▸ SUPPLIED MATERIAL:

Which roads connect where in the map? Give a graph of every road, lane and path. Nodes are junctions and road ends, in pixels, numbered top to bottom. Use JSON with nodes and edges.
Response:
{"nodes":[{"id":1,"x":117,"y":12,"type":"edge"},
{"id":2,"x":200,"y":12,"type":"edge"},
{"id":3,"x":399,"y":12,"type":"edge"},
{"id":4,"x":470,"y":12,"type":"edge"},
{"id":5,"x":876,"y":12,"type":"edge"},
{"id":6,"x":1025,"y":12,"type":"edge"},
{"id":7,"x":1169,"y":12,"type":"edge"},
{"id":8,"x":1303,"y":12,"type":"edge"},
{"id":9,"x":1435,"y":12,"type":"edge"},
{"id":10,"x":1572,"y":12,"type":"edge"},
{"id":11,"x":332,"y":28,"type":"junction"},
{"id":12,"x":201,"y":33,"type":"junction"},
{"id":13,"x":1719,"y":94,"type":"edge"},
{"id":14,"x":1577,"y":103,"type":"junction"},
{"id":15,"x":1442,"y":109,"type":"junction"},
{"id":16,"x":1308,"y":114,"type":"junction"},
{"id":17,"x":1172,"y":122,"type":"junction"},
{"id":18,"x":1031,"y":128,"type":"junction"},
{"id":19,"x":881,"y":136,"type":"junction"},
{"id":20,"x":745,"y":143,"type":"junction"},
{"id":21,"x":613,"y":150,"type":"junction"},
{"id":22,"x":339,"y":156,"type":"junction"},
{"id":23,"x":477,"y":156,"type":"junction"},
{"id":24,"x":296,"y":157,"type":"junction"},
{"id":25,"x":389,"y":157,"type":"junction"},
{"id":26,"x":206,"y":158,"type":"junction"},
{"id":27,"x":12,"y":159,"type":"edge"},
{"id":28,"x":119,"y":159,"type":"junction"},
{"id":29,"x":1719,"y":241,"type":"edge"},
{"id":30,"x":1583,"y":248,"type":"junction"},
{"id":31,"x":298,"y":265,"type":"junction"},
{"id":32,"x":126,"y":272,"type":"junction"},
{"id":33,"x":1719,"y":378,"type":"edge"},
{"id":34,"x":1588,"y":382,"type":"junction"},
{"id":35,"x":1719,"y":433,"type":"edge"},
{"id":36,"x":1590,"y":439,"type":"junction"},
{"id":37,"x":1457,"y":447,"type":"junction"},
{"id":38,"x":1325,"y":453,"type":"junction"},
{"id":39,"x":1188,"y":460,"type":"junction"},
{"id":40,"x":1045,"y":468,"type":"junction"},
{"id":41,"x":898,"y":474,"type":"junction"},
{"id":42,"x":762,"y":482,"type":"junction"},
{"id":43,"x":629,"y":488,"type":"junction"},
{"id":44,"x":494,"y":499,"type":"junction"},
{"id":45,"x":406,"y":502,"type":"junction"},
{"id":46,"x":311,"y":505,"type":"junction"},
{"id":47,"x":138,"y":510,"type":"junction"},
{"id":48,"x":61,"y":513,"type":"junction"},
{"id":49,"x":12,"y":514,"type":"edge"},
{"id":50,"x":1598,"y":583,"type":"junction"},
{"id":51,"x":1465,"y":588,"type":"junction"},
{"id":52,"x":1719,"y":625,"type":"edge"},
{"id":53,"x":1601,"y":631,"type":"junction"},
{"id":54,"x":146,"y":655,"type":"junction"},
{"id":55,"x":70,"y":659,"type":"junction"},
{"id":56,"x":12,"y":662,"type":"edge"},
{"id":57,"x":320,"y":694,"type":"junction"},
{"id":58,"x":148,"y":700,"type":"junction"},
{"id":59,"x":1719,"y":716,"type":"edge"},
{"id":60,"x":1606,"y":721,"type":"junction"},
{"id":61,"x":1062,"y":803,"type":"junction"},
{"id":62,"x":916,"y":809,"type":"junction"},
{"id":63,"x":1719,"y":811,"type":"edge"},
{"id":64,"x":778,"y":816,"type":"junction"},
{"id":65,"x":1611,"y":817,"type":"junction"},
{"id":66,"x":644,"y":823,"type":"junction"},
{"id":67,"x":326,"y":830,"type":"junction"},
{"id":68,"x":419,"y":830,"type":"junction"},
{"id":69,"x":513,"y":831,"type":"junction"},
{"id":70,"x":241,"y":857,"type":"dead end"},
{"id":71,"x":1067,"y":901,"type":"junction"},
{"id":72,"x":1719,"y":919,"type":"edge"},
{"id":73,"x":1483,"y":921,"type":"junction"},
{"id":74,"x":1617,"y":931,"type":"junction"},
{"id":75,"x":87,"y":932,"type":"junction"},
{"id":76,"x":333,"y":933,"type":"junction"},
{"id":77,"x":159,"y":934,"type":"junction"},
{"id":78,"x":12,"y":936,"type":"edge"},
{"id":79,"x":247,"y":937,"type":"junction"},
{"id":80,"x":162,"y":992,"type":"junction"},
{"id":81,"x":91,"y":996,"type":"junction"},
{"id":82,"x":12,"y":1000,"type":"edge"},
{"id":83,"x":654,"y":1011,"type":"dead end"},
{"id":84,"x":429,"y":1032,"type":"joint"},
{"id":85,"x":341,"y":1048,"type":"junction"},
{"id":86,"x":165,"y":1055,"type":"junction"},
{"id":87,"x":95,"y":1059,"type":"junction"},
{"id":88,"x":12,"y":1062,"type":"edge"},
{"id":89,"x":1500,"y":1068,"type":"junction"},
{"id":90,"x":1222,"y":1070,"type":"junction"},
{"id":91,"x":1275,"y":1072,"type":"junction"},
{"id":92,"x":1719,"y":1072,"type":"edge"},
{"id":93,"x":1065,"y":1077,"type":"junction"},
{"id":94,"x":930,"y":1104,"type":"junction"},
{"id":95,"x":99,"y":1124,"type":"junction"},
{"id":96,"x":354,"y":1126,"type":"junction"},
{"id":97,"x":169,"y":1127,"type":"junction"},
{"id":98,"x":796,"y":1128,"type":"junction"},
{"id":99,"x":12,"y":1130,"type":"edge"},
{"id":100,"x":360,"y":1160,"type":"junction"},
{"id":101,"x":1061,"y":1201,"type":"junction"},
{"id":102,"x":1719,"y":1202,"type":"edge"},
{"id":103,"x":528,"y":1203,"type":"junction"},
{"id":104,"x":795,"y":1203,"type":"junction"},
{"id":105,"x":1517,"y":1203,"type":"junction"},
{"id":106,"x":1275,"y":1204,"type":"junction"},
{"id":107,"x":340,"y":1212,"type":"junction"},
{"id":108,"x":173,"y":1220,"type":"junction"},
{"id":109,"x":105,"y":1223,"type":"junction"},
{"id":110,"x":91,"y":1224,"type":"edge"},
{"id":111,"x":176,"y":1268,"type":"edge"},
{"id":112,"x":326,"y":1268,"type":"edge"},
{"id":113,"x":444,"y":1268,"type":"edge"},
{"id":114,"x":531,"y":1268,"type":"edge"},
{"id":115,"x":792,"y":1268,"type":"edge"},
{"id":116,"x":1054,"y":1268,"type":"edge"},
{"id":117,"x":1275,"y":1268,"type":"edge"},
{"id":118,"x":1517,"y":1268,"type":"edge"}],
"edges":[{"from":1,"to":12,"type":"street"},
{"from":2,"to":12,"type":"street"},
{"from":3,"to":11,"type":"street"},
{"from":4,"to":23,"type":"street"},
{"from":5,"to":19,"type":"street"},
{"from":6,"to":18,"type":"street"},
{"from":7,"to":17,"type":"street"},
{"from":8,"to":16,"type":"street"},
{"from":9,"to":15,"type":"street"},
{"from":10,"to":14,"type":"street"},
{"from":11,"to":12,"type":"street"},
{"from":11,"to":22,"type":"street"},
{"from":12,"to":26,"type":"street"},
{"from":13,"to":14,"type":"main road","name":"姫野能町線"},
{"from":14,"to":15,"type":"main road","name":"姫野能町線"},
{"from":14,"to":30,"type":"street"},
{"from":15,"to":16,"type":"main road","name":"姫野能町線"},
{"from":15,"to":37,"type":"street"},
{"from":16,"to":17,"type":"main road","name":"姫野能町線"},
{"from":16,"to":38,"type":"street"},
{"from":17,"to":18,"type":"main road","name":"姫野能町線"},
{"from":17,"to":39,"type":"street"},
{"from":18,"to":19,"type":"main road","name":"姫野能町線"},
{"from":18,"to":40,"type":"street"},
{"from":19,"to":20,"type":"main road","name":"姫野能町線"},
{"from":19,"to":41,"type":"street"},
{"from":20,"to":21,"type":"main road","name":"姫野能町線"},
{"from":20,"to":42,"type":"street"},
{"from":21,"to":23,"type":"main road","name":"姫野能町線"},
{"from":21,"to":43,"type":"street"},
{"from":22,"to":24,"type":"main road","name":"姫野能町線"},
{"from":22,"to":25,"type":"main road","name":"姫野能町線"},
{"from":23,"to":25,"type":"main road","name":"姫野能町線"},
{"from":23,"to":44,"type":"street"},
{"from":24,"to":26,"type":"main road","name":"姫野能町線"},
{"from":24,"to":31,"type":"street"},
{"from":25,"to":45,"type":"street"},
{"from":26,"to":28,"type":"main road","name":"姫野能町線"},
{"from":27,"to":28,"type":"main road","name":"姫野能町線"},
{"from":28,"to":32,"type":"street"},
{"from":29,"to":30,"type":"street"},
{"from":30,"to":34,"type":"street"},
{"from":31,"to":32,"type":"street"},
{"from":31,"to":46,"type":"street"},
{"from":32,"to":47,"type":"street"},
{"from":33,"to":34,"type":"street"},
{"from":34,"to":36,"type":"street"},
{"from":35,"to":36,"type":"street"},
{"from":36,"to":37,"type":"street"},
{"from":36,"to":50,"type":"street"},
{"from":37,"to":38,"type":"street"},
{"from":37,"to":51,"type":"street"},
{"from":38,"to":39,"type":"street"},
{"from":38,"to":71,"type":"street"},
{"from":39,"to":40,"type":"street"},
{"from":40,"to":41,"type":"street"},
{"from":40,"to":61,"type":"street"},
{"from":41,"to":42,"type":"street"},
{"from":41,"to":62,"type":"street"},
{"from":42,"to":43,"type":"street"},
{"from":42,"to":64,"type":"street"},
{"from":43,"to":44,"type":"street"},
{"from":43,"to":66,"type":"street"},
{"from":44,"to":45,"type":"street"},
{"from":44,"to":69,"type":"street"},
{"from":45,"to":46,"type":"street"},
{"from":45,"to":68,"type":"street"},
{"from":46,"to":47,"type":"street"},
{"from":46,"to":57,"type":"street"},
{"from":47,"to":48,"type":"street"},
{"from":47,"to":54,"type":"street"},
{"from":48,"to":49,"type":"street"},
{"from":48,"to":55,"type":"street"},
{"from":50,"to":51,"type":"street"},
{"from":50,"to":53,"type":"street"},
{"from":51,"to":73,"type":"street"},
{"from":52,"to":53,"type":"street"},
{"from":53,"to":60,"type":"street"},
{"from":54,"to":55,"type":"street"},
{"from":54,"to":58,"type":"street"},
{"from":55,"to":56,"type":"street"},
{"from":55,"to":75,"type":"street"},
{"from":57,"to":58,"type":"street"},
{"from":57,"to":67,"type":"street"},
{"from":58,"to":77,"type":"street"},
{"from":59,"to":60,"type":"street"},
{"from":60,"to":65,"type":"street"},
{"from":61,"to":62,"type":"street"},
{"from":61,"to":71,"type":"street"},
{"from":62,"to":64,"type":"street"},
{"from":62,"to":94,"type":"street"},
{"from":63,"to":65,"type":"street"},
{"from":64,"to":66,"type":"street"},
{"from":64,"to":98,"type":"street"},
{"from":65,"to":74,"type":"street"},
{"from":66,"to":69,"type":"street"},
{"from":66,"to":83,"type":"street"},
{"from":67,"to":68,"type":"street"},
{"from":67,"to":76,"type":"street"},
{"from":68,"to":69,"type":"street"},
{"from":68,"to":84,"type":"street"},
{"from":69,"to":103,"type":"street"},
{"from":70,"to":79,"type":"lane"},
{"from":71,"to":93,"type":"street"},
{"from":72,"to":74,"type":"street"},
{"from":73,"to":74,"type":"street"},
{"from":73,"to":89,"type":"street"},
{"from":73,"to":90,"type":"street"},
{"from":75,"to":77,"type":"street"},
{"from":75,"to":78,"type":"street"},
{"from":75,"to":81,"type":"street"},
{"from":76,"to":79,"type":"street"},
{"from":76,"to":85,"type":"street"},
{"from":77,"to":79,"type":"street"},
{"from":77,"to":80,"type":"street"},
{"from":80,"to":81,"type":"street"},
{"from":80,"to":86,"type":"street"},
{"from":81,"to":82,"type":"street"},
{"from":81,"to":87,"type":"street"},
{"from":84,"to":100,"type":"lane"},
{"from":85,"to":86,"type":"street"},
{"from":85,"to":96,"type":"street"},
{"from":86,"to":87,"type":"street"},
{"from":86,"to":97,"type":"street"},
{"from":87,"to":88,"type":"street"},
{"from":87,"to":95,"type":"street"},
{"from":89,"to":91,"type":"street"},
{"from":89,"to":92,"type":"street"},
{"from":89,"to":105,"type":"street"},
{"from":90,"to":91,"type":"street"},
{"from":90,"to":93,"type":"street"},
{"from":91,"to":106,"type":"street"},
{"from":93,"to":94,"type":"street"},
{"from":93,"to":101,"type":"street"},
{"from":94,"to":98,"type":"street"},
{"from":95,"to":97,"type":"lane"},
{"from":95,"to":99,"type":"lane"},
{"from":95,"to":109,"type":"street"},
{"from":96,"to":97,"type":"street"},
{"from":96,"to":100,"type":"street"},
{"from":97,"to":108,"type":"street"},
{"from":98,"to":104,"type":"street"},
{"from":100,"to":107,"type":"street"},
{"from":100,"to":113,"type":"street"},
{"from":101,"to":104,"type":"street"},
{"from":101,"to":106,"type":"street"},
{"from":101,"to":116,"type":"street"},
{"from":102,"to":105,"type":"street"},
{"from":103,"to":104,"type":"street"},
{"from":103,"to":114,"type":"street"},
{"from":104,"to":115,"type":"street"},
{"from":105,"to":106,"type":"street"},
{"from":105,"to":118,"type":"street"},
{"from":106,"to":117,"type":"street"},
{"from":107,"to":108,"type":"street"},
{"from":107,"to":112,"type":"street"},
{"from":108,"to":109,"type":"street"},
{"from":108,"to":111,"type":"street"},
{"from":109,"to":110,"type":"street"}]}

▸ EXERCISE DETAILS:
Across all of the records above, how many lines include the string "dead"? Answer with one number only.

▸ EXERCISE RESULT:
2